What is it? Something like lighting? How it works?





Another panel.


----------



## Wurger (Mar 13, 2018)

I would say these could be fuses. But not sure though.


----------



## Segment (Mar 13, 2018)

Wurger said:


> I would say these are fuses. But not sure though.


First and I thought so, but the fuses on a separate panel.


----------



## Wurger (Mar 13, 2018)

These fuses at the separate panel seem to be for protection of different electical sections. I would say the main ones. Those posted firstly seem to be a kind of local fuses protecting switches and/or lights.


----------



## Segment (Mar 14, 2018)

Wurger said:


> These fuses at the separate panel seem to be for protection of different electical sections. I would say the main ones. Those posted firstly seem to be a kind of local fuses protecting switches and/or lights.

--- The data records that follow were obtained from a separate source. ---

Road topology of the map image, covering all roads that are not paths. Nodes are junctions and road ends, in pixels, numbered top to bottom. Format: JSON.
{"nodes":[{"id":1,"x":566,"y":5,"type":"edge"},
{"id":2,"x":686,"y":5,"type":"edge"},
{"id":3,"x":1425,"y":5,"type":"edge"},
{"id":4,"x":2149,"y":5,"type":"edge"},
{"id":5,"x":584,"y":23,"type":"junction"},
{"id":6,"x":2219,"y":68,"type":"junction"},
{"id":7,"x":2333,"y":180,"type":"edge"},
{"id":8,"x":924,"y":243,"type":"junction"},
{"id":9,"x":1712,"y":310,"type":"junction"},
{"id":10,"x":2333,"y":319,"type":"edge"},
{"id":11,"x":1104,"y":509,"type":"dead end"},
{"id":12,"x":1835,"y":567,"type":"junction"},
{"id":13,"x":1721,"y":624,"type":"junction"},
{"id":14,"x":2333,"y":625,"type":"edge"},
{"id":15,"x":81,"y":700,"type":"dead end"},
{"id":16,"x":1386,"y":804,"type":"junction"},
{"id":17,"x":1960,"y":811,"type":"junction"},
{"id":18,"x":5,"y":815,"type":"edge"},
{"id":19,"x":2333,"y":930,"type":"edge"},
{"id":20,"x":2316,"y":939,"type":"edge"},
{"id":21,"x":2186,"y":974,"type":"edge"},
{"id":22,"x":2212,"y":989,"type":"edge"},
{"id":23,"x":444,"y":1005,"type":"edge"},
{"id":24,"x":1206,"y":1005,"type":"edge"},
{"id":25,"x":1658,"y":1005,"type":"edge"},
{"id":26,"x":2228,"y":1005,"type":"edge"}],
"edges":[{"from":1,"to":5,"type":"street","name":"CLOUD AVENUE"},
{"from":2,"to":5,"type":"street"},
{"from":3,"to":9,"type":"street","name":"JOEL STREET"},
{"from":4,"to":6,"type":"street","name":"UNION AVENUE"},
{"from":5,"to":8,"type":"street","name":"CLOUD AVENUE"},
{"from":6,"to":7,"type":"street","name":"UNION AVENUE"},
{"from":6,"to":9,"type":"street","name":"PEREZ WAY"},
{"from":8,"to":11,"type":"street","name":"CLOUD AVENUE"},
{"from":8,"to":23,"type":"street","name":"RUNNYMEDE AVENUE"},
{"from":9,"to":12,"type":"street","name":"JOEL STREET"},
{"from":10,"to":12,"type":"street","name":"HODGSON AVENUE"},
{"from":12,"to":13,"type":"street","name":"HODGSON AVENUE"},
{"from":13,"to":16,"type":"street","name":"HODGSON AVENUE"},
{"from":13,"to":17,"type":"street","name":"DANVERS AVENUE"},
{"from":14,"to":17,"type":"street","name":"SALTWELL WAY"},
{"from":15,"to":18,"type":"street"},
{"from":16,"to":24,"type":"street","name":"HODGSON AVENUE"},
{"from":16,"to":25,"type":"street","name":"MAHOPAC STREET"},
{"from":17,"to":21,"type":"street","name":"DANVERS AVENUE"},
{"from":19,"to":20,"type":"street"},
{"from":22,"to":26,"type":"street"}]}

Hmm... It does not look like a fuse.


----------



## Wurger (Mar 14, 2018)

Yes it doesn't. However it seems to be the fuse base only. The top part seen under the altimeter ( or above the turn and slip indicator ) is either an integrated fuse with its top cap that can be easy twisted off to replace blown one or the fuse holder consited of two parts the top one and the base. In the case the fuse would be of the kind seen in the two pics below .. however just my guess.


----------



## daveT (Mar 14, 2018)

They are Panel lights!
The instrument panel plastic is clear plexi painted black on top. 
The things you are pointing to are where you insert the panel light bulbs that are then covered with the black caps
The light is dispersed through out the clear plexi.

Reactions: Like Like:
1 | Like List reactions


----------



## Wurger (Mar 14, 2018)

So all is clear now. THX Dave.


----------